Content starts

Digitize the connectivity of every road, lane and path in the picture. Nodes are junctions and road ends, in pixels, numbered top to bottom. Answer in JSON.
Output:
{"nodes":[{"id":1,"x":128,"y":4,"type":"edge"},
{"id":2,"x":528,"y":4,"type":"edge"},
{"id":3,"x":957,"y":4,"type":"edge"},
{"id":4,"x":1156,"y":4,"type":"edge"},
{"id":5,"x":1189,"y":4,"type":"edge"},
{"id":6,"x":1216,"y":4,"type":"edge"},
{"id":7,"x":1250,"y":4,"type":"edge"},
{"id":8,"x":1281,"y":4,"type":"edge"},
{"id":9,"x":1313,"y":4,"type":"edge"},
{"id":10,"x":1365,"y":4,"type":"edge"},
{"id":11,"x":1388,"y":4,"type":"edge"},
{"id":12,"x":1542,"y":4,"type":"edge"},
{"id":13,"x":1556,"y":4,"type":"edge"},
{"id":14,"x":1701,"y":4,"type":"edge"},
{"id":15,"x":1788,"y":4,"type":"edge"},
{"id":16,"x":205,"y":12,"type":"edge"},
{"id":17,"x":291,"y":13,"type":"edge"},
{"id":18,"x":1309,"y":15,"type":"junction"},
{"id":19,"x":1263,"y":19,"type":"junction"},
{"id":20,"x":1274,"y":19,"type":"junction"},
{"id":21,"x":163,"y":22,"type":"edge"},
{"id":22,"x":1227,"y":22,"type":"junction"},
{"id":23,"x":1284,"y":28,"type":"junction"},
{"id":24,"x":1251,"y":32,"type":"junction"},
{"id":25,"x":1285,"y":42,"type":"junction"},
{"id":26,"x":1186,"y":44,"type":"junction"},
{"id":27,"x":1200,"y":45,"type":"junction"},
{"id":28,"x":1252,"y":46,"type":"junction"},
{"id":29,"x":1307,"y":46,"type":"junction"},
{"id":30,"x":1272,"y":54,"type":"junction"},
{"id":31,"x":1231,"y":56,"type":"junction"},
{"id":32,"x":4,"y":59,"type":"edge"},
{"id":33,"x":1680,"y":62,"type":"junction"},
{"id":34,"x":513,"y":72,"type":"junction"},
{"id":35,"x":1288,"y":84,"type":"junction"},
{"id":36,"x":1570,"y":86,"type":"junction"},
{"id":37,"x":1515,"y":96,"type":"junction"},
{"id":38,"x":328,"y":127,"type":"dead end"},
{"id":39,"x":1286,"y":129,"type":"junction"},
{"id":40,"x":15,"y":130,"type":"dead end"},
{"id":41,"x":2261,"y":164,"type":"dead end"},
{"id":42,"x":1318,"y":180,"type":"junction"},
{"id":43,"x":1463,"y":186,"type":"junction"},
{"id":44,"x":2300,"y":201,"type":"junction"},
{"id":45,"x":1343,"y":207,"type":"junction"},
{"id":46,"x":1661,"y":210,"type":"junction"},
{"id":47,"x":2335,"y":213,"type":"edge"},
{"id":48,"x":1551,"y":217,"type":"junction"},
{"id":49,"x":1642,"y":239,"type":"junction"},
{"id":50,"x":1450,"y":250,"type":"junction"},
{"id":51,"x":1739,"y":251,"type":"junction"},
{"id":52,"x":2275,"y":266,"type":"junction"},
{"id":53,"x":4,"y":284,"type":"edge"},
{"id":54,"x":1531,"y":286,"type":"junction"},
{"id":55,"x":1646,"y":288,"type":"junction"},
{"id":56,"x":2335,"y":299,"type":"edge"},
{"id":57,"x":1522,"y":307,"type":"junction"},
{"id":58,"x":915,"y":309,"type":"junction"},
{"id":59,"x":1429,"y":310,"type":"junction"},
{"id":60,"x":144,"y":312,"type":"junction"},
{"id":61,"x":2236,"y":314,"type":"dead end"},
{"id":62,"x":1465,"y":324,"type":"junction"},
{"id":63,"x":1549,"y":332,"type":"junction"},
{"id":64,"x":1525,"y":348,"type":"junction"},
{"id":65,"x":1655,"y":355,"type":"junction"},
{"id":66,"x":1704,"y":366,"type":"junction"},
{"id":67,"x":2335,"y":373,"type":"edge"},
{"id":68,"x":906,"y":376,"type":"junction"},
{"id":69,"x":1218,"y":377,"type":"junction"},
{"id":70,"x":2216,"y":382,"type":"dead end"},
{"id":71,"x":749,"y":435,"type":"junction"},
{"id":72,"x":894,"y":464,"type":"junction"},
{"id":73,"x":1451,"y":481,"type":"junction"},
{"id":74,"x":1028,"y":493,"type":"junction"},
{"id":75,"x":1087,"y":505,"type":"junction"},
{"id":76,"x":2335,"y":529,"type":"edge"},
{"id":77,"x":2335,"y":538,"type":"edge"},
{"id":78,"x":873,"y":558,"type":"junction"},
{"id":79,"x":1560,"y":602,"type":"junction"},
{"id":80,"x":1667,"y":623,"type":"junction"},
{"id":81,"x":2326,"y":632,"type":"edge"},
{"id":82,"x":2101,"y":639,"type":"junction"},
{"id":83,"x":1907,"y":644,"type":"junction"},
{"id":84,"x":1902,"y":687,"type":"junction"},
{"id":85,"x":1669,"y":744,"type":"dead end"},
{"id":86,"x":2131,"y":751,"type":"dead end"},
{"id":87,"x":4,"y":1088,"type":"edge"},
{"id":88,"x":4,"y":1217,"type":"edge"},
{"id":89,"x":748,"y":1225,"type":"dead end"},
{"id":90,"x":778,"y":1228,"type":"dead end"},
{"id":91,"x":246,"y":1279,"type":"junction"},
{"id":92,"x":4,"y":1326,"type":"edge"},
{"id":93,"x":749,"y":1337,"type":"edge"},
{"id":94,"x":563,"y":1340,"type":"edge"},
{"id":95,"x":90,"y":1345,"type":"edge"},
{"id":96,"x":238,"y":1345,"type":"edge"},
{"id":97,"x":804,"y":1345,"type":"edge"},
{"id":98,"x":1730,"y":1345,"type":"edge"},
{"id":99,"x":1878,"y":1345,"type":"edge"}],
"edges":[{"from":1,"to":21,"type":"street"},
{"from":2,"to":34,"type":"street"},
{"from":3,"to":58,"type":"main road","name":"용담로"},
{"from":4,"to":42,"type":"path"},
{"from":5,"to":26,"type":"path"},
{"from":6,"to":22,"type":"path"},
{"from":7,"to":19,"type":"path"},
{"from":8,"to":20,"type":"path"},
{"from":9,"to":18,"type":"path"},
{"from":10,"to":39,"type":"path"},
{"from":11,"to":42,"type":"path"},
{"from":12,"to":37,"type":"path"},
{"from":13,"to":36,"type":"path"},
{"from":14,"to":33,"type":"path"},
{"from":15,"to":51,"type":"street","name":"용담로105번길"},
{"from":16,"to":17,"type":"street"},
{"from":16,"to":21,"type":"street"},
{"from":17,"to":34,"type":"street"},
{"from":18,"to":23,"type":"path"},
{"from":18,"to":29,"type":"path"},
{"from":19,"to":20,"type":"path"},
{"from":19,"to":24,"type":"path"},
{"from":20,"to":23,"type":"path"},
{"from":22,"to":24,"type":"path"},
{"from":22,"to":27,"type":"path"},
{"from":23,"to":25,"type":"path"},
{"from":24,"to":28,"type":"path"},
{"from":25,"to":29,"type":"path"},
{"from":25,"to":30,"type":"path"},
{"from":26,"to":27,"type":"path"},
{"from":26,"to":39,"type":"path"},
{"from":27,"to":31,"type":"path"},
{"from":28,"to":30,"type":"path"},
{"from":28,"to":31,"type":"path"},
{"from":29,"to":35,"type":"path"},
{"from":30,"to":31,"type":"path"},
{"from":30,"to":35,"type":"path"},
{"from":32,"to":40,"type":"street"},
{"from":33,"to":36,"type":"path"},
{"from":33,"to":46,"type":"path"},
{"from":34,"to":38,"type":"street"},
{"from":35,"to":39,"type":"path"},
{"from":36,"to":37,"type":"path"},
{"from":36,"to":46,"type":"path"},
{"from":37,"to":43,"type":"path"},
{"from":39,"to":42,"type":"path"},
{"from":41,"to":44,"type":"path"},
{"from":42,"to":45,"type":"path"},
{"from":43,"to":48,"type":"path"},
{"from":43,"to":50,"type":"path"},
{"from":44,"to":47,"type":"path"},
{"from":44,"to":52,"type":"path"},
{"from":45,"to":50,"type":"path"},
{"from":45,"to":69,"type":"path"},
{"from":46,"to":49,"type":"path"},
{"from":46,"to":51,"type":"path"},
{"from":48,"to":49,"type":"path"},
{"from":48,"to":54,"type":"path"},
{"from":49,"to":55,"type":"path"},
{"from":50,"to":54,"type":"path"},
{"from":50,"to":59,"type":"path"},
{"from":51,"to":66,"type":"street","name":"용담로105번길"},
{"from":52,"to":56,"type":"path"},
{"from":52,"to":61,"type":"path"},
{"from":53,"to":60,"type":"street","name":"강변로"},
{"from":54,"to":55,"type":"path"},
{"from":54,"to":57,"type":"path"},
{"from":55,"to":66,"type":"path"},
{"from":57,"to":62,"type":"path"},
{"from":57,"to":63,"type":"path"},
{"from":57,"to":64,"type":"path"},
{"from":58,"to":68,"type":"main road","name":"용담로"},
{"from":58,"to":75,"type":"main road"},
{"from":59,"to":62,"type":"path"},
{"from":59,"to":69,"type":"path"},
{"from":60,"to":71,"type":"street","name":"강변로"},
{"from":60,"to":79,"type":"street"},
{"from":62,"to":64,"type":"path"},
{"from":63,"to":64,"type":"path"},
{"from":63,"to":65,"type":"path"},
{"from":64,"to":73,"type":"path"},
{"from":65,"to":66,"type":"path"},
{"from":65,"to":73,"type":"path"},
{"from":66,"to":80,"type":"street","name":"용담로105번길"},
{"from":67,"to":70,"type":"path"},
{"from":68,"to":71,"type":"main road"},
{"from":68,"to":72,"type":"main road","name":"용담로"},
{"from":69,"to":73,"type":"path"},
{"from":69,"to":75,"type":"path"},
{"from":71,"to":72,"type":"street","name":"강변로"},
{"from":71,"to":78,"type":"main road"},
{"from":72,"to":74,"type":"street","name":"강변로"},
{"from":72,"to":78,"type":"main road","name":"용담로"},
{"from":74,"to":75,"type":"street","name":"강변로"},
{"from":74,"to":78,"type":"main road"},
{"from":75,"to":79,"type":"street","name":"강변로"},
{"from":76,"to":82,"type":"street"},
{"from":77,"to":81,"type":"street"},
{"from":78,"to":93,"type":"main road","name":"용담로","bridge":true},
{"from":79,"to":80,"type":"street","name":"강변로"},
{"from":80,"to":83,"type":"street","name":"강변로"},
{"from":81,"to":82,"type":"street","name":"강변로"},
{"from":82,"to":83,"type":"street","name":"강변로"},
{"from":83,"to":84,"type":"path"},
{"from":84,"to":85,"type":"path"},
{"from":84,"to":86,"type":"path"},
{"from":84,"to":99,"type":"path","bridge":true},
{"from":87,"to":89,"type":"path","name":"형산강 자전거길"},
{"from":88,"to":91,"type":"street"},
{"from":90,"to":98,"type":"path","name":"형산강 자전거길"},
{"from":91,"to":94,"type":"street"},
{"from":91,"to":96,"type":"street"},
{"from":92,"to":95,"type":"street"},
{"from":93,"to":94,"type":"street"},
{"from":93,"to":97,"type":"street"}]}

Content ends

Please say how many lines in the entries hold the string "자전거길". Give only the number.

2